For polymorphic types, it is quite easy to imagine (for a lack of actual knowledge). The compiler generates a static const type_info structure for each type that appears in the code. Then, if the type already has a virtual table (has at least one virtual function), then an entry is added to the virtual table which points to a virtual member function that returns a reference to the type_info structure for that class. Then, the compiler generates such a virtual overrided function for each derived class, each returning the reference to their generated type_info structure.

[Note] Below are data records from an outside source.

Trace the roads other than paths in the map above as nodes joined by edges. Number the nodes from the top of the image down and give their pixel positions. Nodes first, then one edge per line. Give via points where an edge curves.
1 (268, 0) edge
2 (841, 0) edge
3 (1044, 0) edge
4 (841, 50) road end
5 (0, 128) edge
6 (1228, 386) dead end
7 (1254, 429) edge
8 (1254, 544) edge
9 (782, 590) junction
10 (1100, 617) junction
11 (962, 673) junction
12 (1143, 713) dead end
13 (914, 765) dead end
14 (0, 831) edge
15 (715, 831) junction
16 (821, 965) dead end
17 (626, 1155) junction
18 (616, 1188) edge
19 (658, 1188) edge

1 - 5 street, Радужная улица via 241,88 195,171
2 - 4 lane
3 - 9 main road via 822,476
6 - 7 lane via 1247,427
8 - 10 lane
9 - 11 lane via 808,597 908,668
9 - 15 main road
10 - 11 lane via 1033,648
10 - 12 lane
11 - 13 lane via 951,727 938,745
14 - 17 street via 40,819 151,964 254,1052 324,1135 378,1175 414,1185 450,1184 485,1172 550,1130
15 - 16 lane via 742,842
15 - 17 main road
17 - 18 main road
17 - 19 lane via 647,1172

A similar mechanism is probably used for the dynamic_cast operator. For instance, you can have a virtual cast() function in each derived class, which tries to cast 'this' to whatever type the type_info structure of the destination type is. When dynamic_cast is done, it calls the most derived version of cast() and then works backwards by calling the base-class versions of cast() until the type_info structures of 'this' and the destination type match. If no match was found by the time you reached the most basic classes, then NULL is returned and the cast failed.

Well, you can't be sure that the above is the way it is done, since the compilers can do a lot more fancy stuff. The above was just how I implemented my RTTI system, and how many others work as well.

The point to take out of this is that C++ RTTI is usually fairly heavy-weight, because the compiler has to generate a lot of code and global data to implement it. So, use RTTI only if you really need it (for example, very often people use dynamic_cast where static_cast would do just fine, of course, not as safe, but much faster and no RTTI needed).